═════ Data to process ═════

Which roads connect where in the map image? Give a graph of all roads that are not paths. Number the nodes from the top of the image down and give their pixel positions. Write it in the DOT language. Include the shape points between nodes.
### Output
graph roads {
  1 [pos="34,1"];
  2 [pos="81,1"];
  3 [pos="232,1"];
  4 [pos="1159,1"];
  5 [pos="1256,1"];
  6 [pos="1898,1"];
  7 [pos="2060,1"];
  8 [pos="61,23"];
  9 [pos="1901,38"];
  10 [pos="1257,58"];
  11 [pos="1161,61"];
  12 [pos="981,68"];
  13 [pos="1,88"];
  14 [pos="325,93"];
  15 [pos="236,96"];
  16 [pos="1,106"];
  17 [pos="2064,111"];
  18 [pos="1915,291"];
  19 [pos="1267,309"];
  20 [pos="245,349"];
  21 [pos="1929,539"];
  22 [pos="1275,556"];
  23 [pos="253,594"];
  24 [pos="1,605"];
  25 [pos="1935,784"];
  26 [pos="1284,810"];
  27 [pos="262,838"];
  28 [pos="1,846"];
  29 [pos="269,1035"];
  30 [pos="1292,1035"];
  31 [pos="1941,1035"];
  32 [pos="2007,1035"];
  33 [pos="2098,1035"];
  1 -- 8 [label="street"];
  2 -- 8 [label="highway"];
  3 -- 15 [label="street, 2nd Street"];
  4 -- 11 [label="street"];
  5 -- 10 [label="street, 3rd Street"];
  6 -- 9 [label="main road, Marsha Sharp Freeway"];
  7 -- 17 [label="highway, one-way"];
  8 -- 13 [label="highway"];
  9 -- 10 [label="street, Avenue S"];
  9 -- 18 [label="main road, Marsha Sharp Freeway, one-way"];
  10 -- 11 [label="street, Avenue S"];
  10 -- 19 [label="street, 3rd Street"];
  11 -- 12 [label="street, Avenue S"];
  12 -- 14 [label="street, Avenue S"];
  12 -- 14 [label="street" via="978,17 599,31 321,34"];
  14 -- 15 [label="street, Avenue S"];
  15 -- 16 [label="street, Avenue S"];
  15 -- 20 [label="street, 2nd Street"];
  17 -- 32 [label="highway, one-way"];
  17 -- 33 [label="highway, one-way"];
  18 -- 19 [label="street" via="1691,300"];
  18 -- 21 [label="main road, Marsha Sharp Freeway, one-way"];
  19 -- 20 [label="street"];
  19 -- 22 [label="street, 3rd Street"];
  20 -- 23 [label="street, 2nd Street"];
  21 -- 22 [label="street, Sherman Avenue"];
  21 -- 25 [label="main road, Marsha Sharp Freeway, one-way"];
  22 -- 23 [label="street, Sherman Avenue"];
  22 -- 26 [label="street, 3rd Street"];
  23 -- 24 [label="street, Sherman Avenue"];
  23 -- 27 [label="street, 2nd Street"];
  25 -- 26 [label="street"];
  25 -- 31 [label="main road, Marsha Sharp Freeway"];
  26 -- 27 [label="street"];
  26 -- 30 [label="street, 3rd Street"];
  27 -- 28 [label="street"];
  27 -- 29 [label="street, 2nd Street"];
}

═════

Transcribe each line of the data exactly, skipping none.

Which roads connect where in the map image? Give a graph of all roads that are not paths. Number the nodes from the top of the image down and give their pixel positions. Write it in the DOT language. Include the shape points between nodes.
### Output
graph roads {
  1 [pos="34,1"];
  2 [pos="81,1"];
  3 [pos="232,1"];
  4 [pos="1159,1"];
  5 [pos="1256,1"];
  6 [pos="1898,1"];
  7 [pos="2060,1"];
  8 [pos="61,23"];
  9 [pos="1901,38"];
  10 [pos="1257,58"];
  11 [pos="1161,61"];
  12 [pos="981,68"];
  13 [pos="1,88"];
  14 [pos="325,93"];
  15 [pos="236,96"];
  16 [pos="1,106"];
  17 [pos="2064,111"];
  18 [pos="1915,291"];
  19 [pos="1267,309"];
  20 [pos="245,349"];
  21 [pos="1929,539"];
  22 [pos="1275,556"];
  23 [pos="253,594"];
  24 [pos="1,605"];
  25 [pos="1935,784"];
  26 [pos="1284,810"];
  27 [pos="262,838"];
  28 [pos="1,846"];
  29 [pos="269,1035"];
  30 [pos="1292,1035"];
  31 [pos="1941,1035"];
  32 [pos="2007,1035"];
  33 [pos="2098,1035"];
  1 -- 8 [label="street"];
  2 -- 8 [label="highway"];
  3 -- 15 [label="street, 2nd Street"];
  4 -- 11 [label="street"];
  5 -- 10 [label="street, 3rd Street"];
  6 -- 9 [label="main road, Marsha Sharp Freeway"];
  7 -- 17 [label="highway, one-way"];
  8 -- 13 [label="highway"];
  9 -- 10 [label="street, Avenue S"];
  9 -- 18 [label="main road, Marsha Sharp Freeway, one-way"];
  10 -- 11 [label="street, Avenue S"];
  10 -- 19 [label="street, 3rd Street"];
  11 -- 12 [label="street, Avenue S"];
  12 -- 14 [label="street, Avenue S"];
  12 -- 14 [label="street" via="978,17 599,31 321,34"];
  14 -- 15 [label="street, Avenue S"];
  15 -- 16 [label="street, Avenue S"];
  15 -- 20 [label="street, 2nd Street"];
  17 -- 32 [label="highway, one-way"];
  17 -- 33 [label="highway, one-way"];
  18 -- 19 [label="street" via="1691,300"];
  18 -- 21 [label="main road, Marsha Sharp Freeway, one-way"];
  19 -- 20 [label="street"];
  19 -- 22 [label="street, 3rd Street"];
  20 -- 23 [label="street, 2nd Street"];
  21 -- 22 [label="street, Sherman Avenue"];
  21 -- 25 [label="main road, Marsha Sharp Freeway, one-way"];
  22 -- 23 [label="street, Sherman Avenue"];
  22 -- 26 [label="street, 3rd Street"];
  23 -- 24 [label="street, Sherman Avenue"];
  23 -- 27 [label="street, 2nd Street"];
  25 -- 26 [label="street"];
  25 -- 31 [label="main road, Marsha Sharp Freeway"];
  26 -- 27 [label="street"];
  26 -- 30 [label="street, 3rd Street"];
  27 -- 28 [label="street"];
  27 -- 29 [label="street, 2nd Street"];
}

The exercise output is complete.